Quando aprender deixou de ser praticar
Por Wilson Cesar Malinoski JP 5007/SC
Vivemos um tempo curioso. Nunca houve tanto conhecimento disponível; e talvez nunca tenhamos praticado tão pouco. A reflexão não é nova, mas ganha força nas palavras do consultor e articulista Abraham Shapiro, autor do provocativo artigo “Que pratiquem? Que nada! Eles querem coisa pronta”. Ao ler o texto, não se tem a sensação de uma crítica empresarial apenas. O que se revela ali é um diagnóstico social profundo. Shapiro toca em uma ferida silenciosa do nosso tempo: o desejo coletivo por resultados sem processo. E talvez seja justamente esse o retrato da sociedade contemporânea.
O fim da cultura do esforço
Durante décadas, aprender significava repetir. O ofício era construído na tentativa e no erro. O jornalista escrevia mal antes de escrever bem. O pescador errava a maré antes de conhecer o mar. O trabalhador aprendia fazendo; e fazendo muito. Hoje, porém, surgiu uma nova mentalidade: a crença de que o conhecimento pode ser consumido como produto pronto.
Cursos rápidos prometem especialistas. Vídeos de um minuto prometem sabedoria. Palestras prometem transformação instantânea. Shapiro observa com precisão quase cirúrgica que muitos não querem aprender de fato, querem apenas receber a solução final, já mastigada, já resolvida, sem o desconforto da prática. E aqui reside o ponto central: aprendizado sem prática é apenas entretenimento intelectual.
A ilusão moderna do saber
Vivemos a era da informação abundante e da experiência escassa. Nunca se leu tanto sobre liderança. Nunca se falou tanto sobre produtividade. Nunca se discutiu tanto inovação. E, paradoxalmente, nunca houve tanta dificuldade em executar. O problema não está na falta de acesso ao conhecimento, mas na rejeição ao esforço repetitivo que transforma teoria em competência.
Praticar exige humildade. Praticar exige aceitar o erro. Praticar exige tempo, e o tempo virou inimigo da ansiedade moderna. O que Shapiro denuncia é algo maior do que o ambiente corporativo: trata-se de uma cultura que prefere parecer preparada a realmente estar preparada.
Empresas, política e sociedade: o mesmo comportamento
A crítica do autor ultrapassa o mundo empresarial e ecoa também na política e na vida pública. Queremos cidades modernas sem planejamento contínuo. Queremos gestores eficientes sem formação prática. Queremos mudanças sociais profundas sem participação cotidiana. Pedimos soluções rápidas para problemas históricos. A sociedade passou a acreditar que transformação vem de discursos fortes, quando na verdade ela nasce de ações pequenas, repetidas diariamente.
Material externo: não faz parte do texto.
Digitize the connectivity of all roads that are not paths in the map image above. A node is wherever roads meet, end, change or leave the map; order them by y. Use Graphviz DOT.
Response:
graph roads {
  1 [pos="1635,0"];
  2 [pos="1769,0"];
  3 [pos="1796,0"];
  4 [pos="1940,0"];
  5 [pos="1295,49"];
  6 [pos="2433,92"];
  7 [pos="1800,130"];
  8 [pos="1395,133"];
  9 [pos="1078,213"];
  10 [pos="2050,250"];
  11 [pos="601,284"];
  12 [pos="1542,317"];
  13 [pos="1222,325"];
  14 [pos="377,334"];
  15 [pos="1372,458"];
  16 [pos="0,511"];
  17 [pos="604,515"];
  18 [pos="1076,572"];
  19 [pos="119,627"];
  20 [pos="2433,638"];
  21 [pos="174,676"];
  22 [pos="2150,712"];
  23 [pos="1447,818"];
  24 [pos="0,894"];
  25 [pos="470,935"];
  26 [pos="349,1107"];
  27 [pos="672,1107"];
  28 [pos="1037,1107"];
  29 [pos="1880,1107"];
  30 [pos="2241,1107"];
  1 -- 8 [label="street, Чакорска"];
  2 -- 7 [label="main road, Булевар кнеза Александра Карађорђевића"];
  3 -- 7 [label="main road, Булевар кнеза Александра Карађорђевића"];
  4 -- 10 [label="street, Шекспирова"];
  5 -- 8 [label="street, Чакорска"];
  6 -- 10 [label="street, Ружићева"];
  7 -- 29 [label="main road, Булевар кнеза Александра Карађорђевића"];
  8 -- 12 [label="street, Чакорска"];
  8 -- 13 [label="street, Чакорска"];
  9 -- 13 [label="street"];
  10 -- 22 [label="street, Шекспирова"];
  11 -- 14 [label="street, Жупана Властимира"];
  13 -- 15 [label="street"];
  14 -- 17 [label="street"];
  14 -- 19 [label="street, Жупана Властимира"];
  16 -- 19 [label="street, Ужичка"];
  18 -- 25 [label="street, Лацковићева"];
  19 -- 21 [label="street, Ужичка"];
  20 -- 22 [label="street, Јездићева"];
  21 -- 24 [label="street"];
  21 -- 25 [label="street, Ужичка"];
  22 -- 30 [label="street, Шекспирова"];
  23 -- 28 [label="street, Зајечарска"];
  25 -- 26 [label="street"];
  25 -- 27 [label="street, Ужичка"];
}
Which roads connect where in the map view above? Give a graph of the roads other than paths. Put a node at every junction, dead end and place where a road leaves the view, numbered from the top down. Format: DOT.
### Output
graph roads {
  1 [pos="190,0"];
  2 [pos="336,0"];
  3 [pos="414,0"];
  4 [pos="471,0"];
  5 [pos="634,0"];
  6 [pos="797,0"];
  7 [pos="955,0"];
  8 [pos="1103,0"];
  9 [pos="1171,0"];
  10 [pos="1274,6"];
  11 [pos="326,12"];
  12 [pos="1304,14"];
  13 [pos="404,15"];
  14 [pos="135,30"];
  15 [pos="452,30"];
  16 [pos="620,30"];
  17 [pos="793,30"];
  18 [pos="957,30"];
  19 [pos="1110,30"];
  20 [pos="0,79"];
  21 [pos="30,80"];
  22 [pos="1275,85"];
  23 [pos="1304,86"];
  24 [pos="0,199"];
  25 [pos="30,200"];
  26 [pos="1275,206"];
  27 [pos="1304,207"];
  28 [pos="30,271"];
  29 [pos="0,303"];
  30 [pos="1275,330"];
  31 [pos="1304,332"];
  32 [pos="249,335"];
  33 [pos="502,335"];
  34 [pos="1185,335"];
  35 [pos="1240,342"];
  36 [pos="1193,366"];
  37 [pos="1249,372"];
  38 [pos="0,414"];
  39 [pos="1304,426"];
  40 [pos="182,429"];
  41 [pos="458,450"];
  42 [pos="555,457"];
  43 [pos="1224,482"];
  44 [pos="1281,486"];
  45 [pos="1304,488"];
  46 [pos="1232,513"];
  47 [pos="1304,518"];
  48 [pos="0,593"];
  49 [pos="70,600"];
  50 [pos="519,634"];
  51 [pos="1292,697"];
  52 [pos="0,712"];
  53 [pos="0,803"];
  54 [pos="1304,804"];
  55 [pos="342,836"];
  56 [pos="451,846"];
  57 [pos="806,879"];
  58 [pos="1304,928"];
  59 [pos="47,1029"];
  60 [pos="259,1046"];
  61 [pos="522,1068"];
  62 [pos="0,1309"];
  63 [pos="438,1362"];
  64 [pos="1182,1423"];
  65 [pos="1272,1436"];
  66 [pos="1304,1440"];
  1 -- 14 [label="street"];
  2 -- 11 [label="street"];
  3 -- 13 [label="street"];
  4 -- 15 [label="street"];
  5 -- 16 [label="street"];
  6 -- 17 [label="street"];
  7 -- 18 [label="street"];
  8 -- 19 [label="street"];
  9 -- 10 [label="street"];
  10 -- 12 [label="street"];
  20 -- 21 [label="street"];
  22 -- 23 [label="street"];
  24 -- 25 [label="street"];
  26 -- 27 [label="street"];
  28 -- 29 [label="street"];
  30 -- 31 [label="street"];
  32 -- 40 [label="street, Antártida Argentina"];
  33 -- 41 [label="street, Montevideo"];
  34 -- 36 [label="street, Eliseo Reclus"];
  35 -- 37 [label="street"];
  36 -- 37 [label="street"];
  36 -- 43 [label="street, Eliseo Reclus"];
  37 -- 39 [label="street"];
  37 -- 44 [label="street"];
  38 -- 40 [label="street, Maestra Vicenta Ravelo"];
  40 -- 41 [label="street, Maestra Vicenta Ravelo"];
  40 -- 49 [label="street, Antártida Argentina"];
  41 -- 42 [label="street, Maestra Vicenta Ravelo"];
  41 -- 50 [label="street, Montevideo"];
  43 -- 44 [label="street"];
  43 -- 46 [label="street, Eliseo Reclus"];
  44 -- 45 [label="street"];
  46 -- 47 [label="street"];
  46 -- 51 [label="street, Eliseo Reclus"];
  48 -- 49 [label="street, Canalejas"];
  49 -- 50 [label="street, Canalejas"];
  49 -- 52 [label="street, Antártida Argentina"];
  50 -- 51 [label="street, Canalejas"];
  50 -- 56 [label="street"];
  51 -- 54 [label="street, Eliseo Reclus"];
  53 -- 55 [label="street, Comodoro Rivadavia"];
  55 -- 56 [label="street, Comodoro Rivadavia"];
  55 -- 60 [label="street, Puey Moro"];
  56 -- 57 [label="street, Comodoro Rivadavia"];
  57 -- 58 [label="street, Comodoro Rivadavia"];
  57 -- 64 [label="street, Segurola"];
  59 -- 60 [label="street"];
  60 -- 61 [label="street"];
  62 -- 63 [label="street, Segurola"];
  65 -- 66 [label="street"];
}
Não existe desenvolvimento coletivo sem prática coletiva.
O medo silencioso de tentar
Há ainda um elemento humano pouco discutido: o medo. Praticar significa expor-se ao erro, e o erro tornou-se socialmente intolerável. Nas redes sociais, todos precisam parecer prontos, seguros e bem-sucedidos. Assim, muitos preferem consumir novos conhecimentos indefinidamente, porque estudar dá sensação de evolução sem o risco do fracasso. Aprender virou confortável. Praticar continua sendo difícil. E talvez por isso tanta gente permaneça parada, apesar de permanentemente “se preparando”.
A concordância inevitável
Concordo com Abraham Shapiro quando ele desmonta a fantasia da aprendizagem automática. Treinamento não transforma ninguém sozinho. Curso não muda comportamento. Motivação não substitui disciplina. O verdadeiro aprendizado acontece depois que a palestra termina, quando ninguém está olhando, quando resta apenas o indivíduo diante do trabalho cotidiano. Competência nasce no silêncio da repetição.
O desafio do nosso tempo
Talvez o maior desafio contemporâneo não seja ensinar mais, mas reaprender a praticar. Precisamos recuperar a dignidade do processo. Aceitar que não existem atalhos para o domínio de uma profissão, para a maturidade política ou para a construção de uma sociedade mais justa. Porque, no fundo, a pergunta levantada por Shapiro não é empresarial. Ela é civilizatória:
queremos realmente evoluir ou apenas consumir a sensação de evolução?
Enquanto buscarmos respostas prontas, continuaremos vivendo numa sociedade cheia de discursos e carente de realização. Aprender exige coragem. Praticar exige caráter. E crescer continua sendo, felizmente, um trabalho artesanal.